Breaking down Taylor Swift's most vulnerable Midnights song, 'You're on Your Own, Kid'

The infamous track 5 strikes again.

Not much was known about Taylor Swift's Midnights before its release on Friday, but one thing longtime fans could reliably expect was an emotional track 5.

For the uninitiated, many midnight moons ago, fans noticed that the fifth song on any Swift album tended to be the most emotional or devastating or vulnerable on the record (looking at you, "Dear John" and "All Too Well"). She's said in past interviews that when she caught wind of this observation, she started doing it on purpose in later albums, and a tradition was officially born.

Midnights' fifth track, "You're on Your Own, Kid," follows in this pattern, although at first listen it's more sonically upbeat than one might expect.

Swift counters this, however, with feather-light vocals that evoke an almost childlike vulnerability. This is fitting, as the song is told from the perspective of an adult Swift, looking back on key points in her youth, and it feels like she's reaching through the veil of time to give her younger self some pointers.

It starts with a verse about young, unrequited love (perhaps with the same subject mentioned on her early track "You Belong With Me"?): "Summer went away / Still the yearning stays / I play it cool with the best of them / I wait patiently / He's gonna notice me / It's ok, we're the best of friends / Anyway."

This is followed by the chorus, which changes slightly each time we hear it to reflect the heartbreak of the preceding verse. It always ends with Swift sadly telling herself, "You're on your own, kid, you always have been."

The second verse sees Swift move on from the boy, and into her fledgling career aspirations. This time, the crushing realization is not about a romance, but the devastating idea that, as she sings, "My dreams aren't rare." It's only she who can pave her own way now.

What makes this track particularly vulnerable and important though, is that it's the most clearly open Swift has been about her struggles with body dysmorphia and disordered eating in her music, after previously revealing her struggles in 2020's Miss Americana documentary. In "You're on Your Own, Kid," she mentions seeing "better bodies" at parties in the chorus, and towards the end of the song, she says, "From sprinkler splashes / To fireplace ashes / I gave my blood, sweat and tears for this / I hosted parties and starved my body / Like I'd be saved by a perfect kiss."
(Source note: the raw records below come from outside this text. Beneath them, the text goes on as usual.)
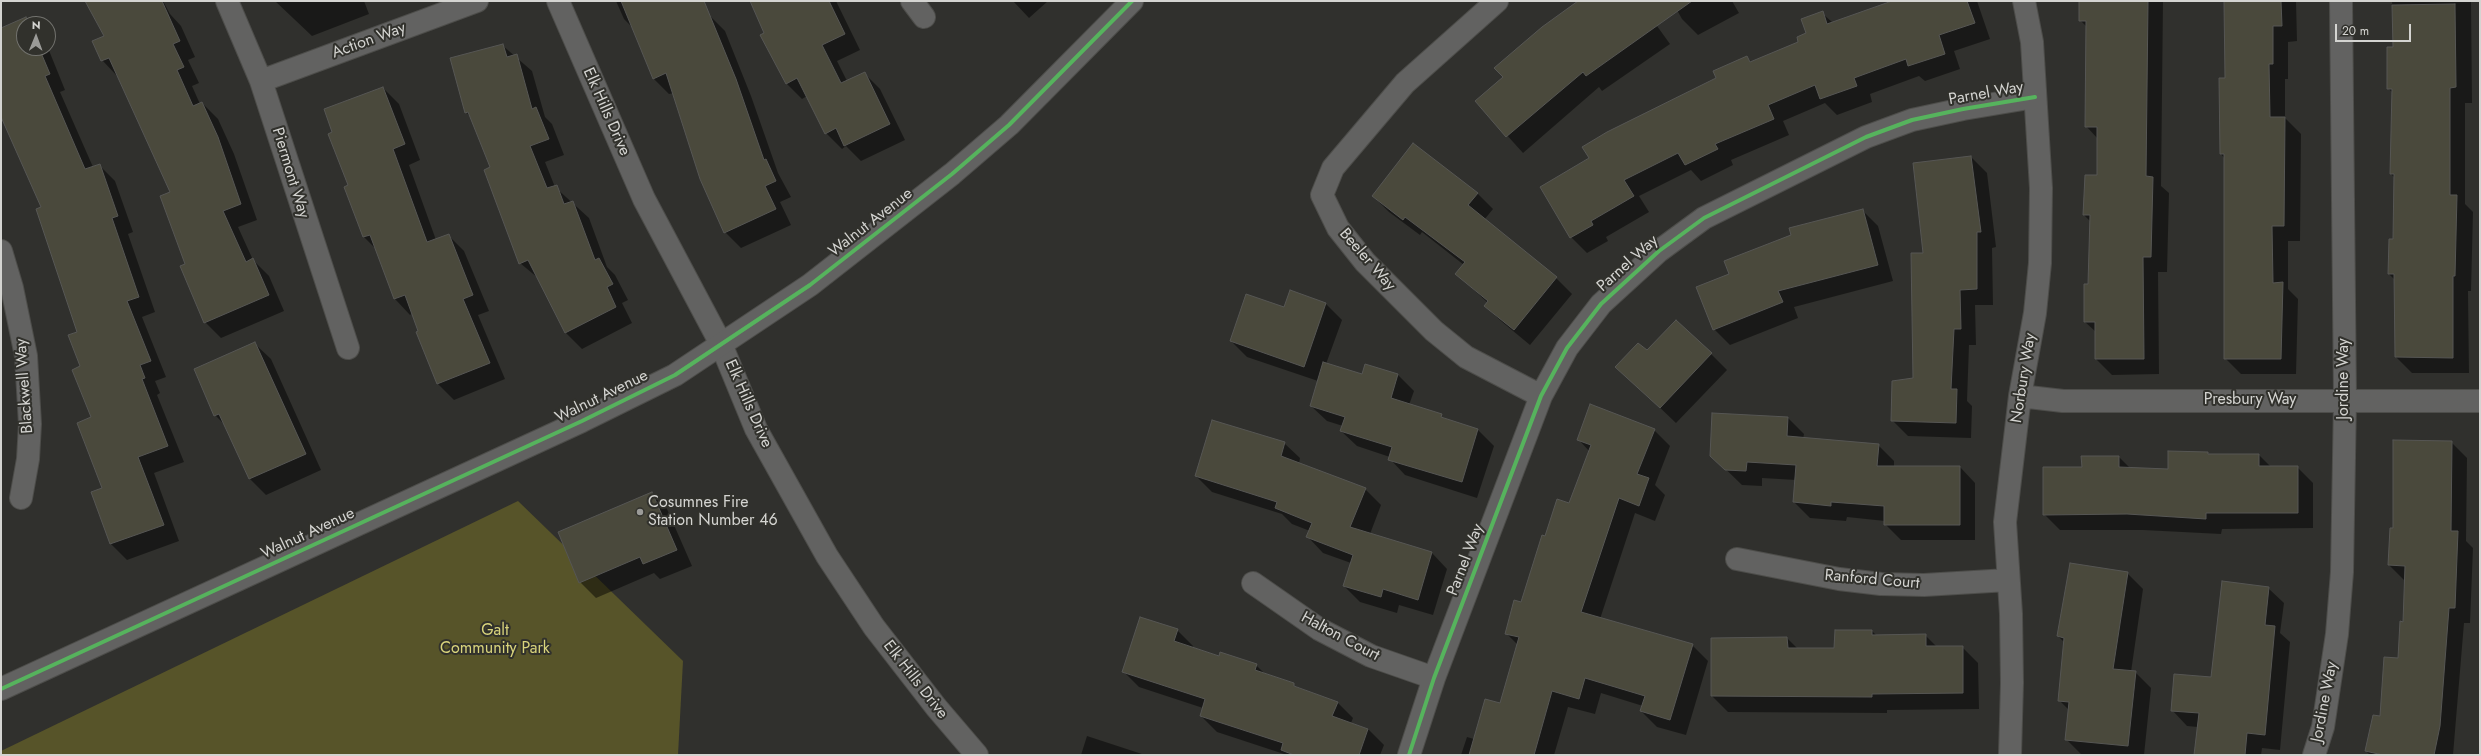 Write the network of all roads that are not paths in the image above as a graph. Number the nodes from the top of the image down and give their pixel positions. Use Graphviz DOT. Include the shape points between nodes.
graph roads {
  1 [pos="226,1"];
  2 [pos="477,1"];
  3 [pos="558,1"];
  4 [pos="1132,1"];
  5 [pos="1497,1"];
  6 [pos="2024,1"];
  7 [pos="2341,1"];
  8 [pos="261,81"];
  9 [pos="2035,97"];
  10 [pos="1,251"];
  11 [pos="721,344"];
  12 [pos="348,348"];
  13 [pos="1541,396"];
  14 [pos="2020,396"];
  15 [pos="2345,400"];
  16 [pos="2480,401"];
  17 [pos="21,498"];
  18 [pos="1737,559"];
  19 [pos="2008,580"];
  20 [pos="1253,583"];
  21 [pos="1434,678"];
  22 [pos="1,689"];
  23 [pos="977,755"];
  24 [pos="1409,755"];
  25 [pos="2010,755"];
  26 [pos="2314,755"];
  1 -- 8 [label="street, Piermont Way"];
  2 -- 8 [label="street, Action Way"];
  3 -- 11 [label="street, Elk Hills Drive" via="644,199"];
  4 -- 11 [label="street, Walnut Avenue" via="1009,124 952,174 810,285"];
  5 -- 13 [label="street, Beeler Way" via="1405,82 1333,168 1322,195 1338,228 1365,262 1434,331 1466,357"];
  6 -- 9 [label="street, Norbury Way" via="2032,42"];
  7 -- 15 [label="street, Jordine Way"];
  8 -- 12 [label="street, Piermont Way"];
  9 -- 13 [label="street, Parnel Way" via="1919,119 1866,136 1704,218 1659,250 1601,304 1567,348"];
  9 -- 14 [label="street, Norbury Way" via="2041,188 2040,263 2035,313"];
  10 -- 17 [label="street, Blackwell Way" via="12,288 26,356 30,424 28,459"];
  11 -- 22 [label="street, Walnut Avenue" via="676,375 582,421"];
  11 -- 23 [label="street, Elk Hills Drive" via="756,429 827,556 874,627"];
  13 -- 21 [label="street, Parnel Way"];
  14 -- 15 [label="street, Presbury Way" via="2063,400"];
  14 -- 19 [label="street, Norbury Way" via="2005,522"];
  15 -- 16 [label="street, Presbury Way"];
  15 -- 26 [label="street, Jordine Way" via="2342,572 2338,626 2323,727"];
  18 -- 19 [label="street, Ranford Court" via="1839,579 1881,584 1924,585"];
  19 -- 25 [label="street, Norbury Way" via="2012,683"];
  20 -- 21 [label="street, Halton Court" via="1319,629 1371,656"];
  21 -- 24 [label="street, Parnel Way"];
}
Unlike some other track 5s, though, Swift ends Midnights' on a more hopeful note of self-reflection:

"I looked around in a blood-soaked gown/ And I saw something they can't take away/ Cause there were pages turned with the bridges burned/ Everything you lose is a step you take/So make the friendship bracelets/ Take the moment and taste it/ You've got no reason to be afraid/ You're on your own, kid"

Yeah, something tells us it's all going to work out in the end — after all, as the songstress tells us herself in the album's closing moments, she is, in fact, a mastermind.